ON THAT FIRST WEEKEND IN DECEMBER THERE must have been twenty or twenty-five boats getting ready to leave. I had just turned seven. I remember it was Sunday because I was out of school, which meant I could go down to the wharf and watch. In those days—1941—there was no smog around Long Beach. The water was clean, the sky a sharp Sunday blue, with all the engines of that white sardine fleet puttering up into it, and a lot of yelling, especially around Papa’s boat. Papa loved to give orders. He had attended military school in Japan until the age of seventeen, and part of him never got over that. My oldest brothers, Bill and Woody, were his crew. They would have to check the nets again, and check the fuel tanks again, and run back to the grocery store for some more cigarettes, and then somehow everything had been done, and they were easing away from the wharf, joining the line of boats heading out past the lighthouse, into the harbor.

Papa’s boat was called The Nereid—long, white, low-slung, with a foredeck wheel cabin. He had another smaller boat, called The Waka (a short version of our name), which he kept in Santa Monica, where we lived. But The Nereid was his pride. It was worth about $25,000 before the war, and the way he stood in the cabin steering toward open water you would think the whole fleet was under his command. Papa had a mustache then. He wore knee-high rubber boots, a rust-colored turtleneck Mama had knitted him, and a black skipper’s hat. He liked to hear himself called “Skipper.”

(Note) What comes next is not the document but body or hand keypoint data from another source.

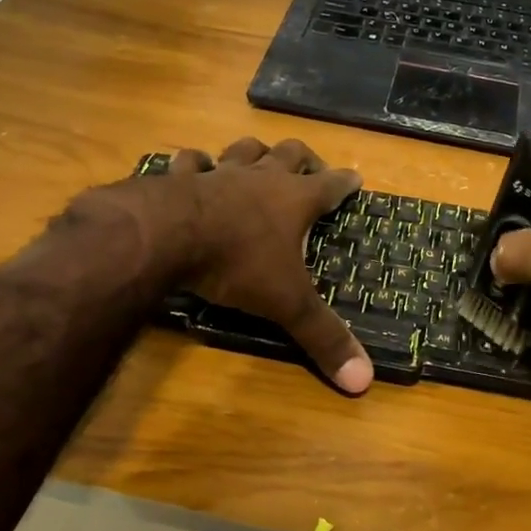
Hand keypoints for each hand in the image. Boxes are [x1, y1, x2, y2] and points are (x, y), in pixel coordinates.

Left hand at [80, 137, 371, 393]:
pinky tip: (193, 169)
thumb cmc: (237, 263)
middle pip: (290, 153)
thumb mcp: (286, 304)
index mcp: (294, 200)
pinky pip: (190, 161)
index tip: (356, 178)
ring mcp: (219, 172)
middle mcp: (261, 177)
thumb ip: (323, 337)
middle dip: (304, 158)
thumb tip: (364, 382)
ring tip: (258, 159)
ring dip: (254, 153)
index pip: (331, 185)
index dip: (346, 182)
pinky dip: (195, 164)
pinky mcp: (180, 176)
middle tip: (311, 166)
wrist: (167, 235)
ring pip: (244, 149)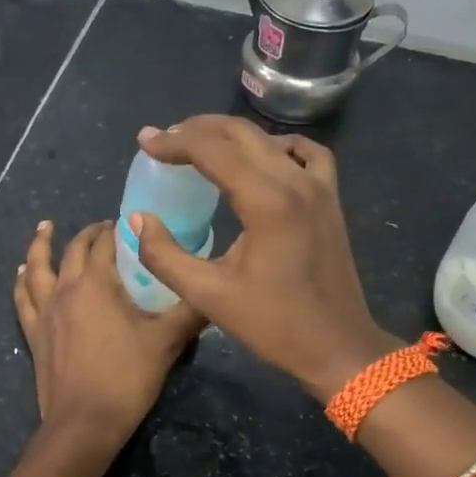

Through one of the big canneries he had made a deal to pay for The Nereid with percentages of each catch, and he was anxious to get it paid off. He didn’t much like working for someone else if he could help it. A lot of fishermen around San Pedro Harbor had similar contracts with the canneries. In typical Japanese fashion, they all wanted to be independent commercial fishermen, yet they almost always fished together. They would take off from Terminal Island, help each other find the schools of sardine, share nets and radio equipment—competing and cooperating at the same time.

You never knew how long they’d be gone, a couple of days, sometimes a week, sometimes a month, depending on the fish. From the wharf we

15

waved goodbye—my mother, Bill’s wife, Woody’s wife Chizu, and me. We yelled at them to have a good trip, and after they were out of earshot and the sea had swallowed their engine noises, we kept waving. Then we just stood there with the other women, watching. It was a kind of duty, perhaps a way of adding a little good luck to the voyage, or warding off the bad. It was also marvelously warm, almost summery, the way December days can be sometimes in southern California. When the boats came back, the women who lived on Terminal Island would be rushing to the canneries. But for the moment there wasn’t much else to do. We watched until the boats became a row of tiny white gulls on the horizon. Our vigil would end when they slipped over the edge and disappeared. You had to squint against the glare to keep them sighted, and with every blink you expected the last white speck to be gone.

But this time they didn’t disappear. They kept floating out there, suspended, as if the horizon had finally become what it always seemed to be from shore: the sea’s limit, beyond which no man could sail. They floated a while, then they began to grow, tiny gulls becoming boats again, a white armada cruising toward us.

“They’re coming back,” my mother said. “Why would they be coming back?” Chizu said. “Something with the engine.” “Maybe somebody got hurt.” “But they wouldn’t all come back,” Mama said, bewildered. Another woman said, “Maybe there’s a storm coming.” They all glanced at the sky, scanning the unmarred horizon. Mama

shook her head. There was no explanation. No one had ever seen anything like this before. We watched and waited, and when the boats were still about half a mile off the lighthouse, a fellow from the cannery came running down to the wharf shouting that the Japanese had just bombed Pearl Harbor.

Chizu said to Mama, “What does he mean? What is Pearl Harbor?” Mama yelled at him, “What is Pearl Harbor?” But he was running along the docks, like Paul Revere, bringing the

news, and didn’t have time to explain. That night Papa burned the flag he had brought with him from Hiroshima thirty-five years earlier. It was such a beautiful piece of material, I couldn’t believe he was doing that. He burned a lot of papers too, documents, anything that might suggest he still had some connection with Japan. These precautions didn’t do him much good. He was not only an alien; he held a commercial fishing license, and in the early days of the war the FBI

16

was picking up all such men, for fear they were somehow making contact with enemy ships off the coast. Papa himself knew it would only be a matter of time.

They got him two weeks later, when we were staying overnight at Woody’s place, on Terminal Island. Five hundred Japanese families lived there then, and FBI deputies had been questioning everyone, ransacking houses for anything that could conceivably be used for signaling planes or ships or that indicated loyalty to the Emperor. Most of the houses had radios with a short-wave band and a high aerial on the roof so that wives could make contact with the fishing boats during these long cruises. To the FBI every radio owner was a potential saboteur. The confiscators were often deputies sworn in hastily during the turbulent days right after Pearl Harbor, and these men seemed to be acting out the general panic, seeing sinister possibilities in the most ordinary household items: flashlights, kitchen knives, cameras, lanterns, toy swords.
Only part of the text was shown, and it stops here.